Comment on Without the precursor of Spirituality and Religion, there can be no morality.
Arkouda@lemmy.ca 1 week agoThe idea that things are inherently “Right” or “Wrong”, “Good” or “Bad”.
Comment on Without the precursor of Spirituality and Religion, there can be no morality.
Arkouda@lemmy.ca 1 week agoThe idea that things are inherently “Right” or “Wrong”, “Good” or “Bad”.
Lumidaub@feddit.org 1 week ago
And to determine that, “I won’t hurt you if you don’t hurt me” and “does this hurt someone?” isn’t enough as a starting point?
Arkouda@lemmy.ca 1 week ago
When did you learn that hurting was wrong and who taught you?
How many people do you know, or have known, who disagree that violence is wrong?

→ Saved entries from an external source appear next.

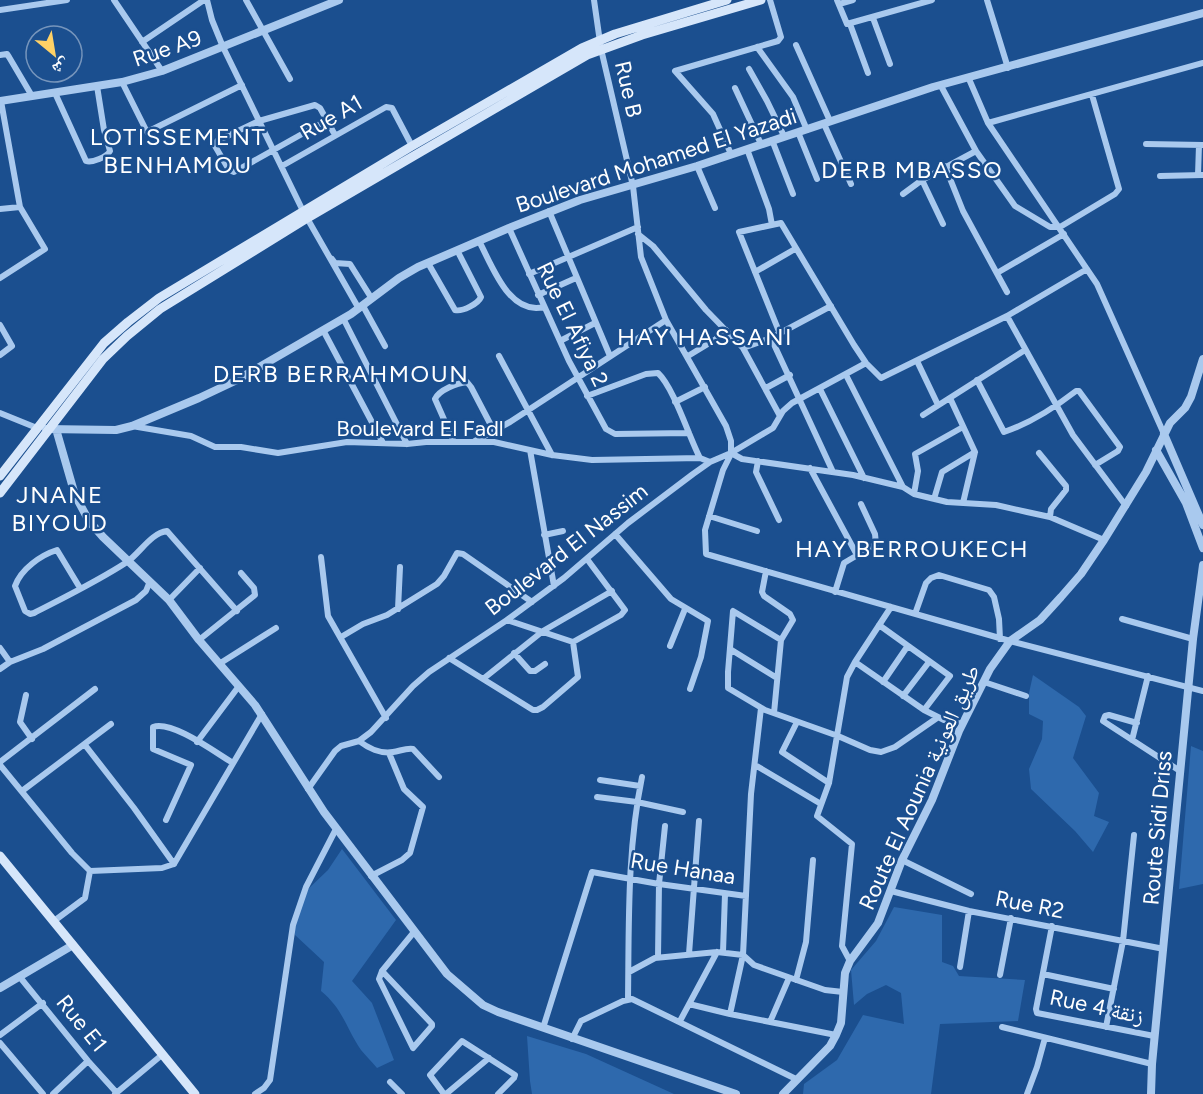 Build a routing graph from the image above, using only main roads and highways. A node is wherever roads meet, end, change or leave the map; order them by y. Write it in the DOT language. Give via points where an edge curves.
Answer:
graph roads {
  1 [pos="727,0"];
  2 [pos="761,0"];
  3 [pos="601,44"];
  4 [pos="306,216"];
  5 [pos="0,476"];
  6 [pos="0,493"];
  7 [pos="0,856"];
  8 [pos="195,1094"];
  1 -- 3 [label="main road"];
  2 -- 3 [label="main road"];
  3 -- 4 [label="main road"];
  3 -- 4 [label="main road" via="572,53 412,146"];
  4 -- 5 [label="main road" via="159,298 135,316 104,344"];
  4 -- 6 [label="main road" via="149,317 113,349"];
  7 -- 8 [label="main road"];
}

We require our “morality” to be taught. You didn’t come to your idea of morality alone, and all evidence suggests that humans have had spiritual beliefs throughout our species existence, and unified spiritual belief seems to be a requirement for a stable, spreadable, and consistent “moral code” that can be taught to everyone.
Even our relatives that we can observe have “premoral behaviours”, which we would have needed to form our “morality”, yet they do not have a consistent “moral” code across the entire species.
Lumidaub@feddit.org 1 week ago
The first time something hurt me and I didn’t like it.
My human, inherent empathy then led me to the conclusion that I don’t want other people to be hurt needlessly. Yes, empathy is indeed inherent and has evolutionary roots. I absolutely can’t explain that entire framework here, you could read The Selfish Gene for example.
Arkouda@lemmy.ca 1 week ago
Yes I am sure the first time you were hurt as a baby, before conscious thought even kicked in, you suddenly knew what was “morally correct”.
There is no such thing as “inherent” traits. If that were true no human would hurt another human because we all would be coded not to do that and wouldn’t need someone to tell you what is wrong and right.
If all evidence suggests that groups of humans have all had a spiritual belief structure I think it is safe to assume that as a requirement for a consistent, and easy to communicate “moral code”.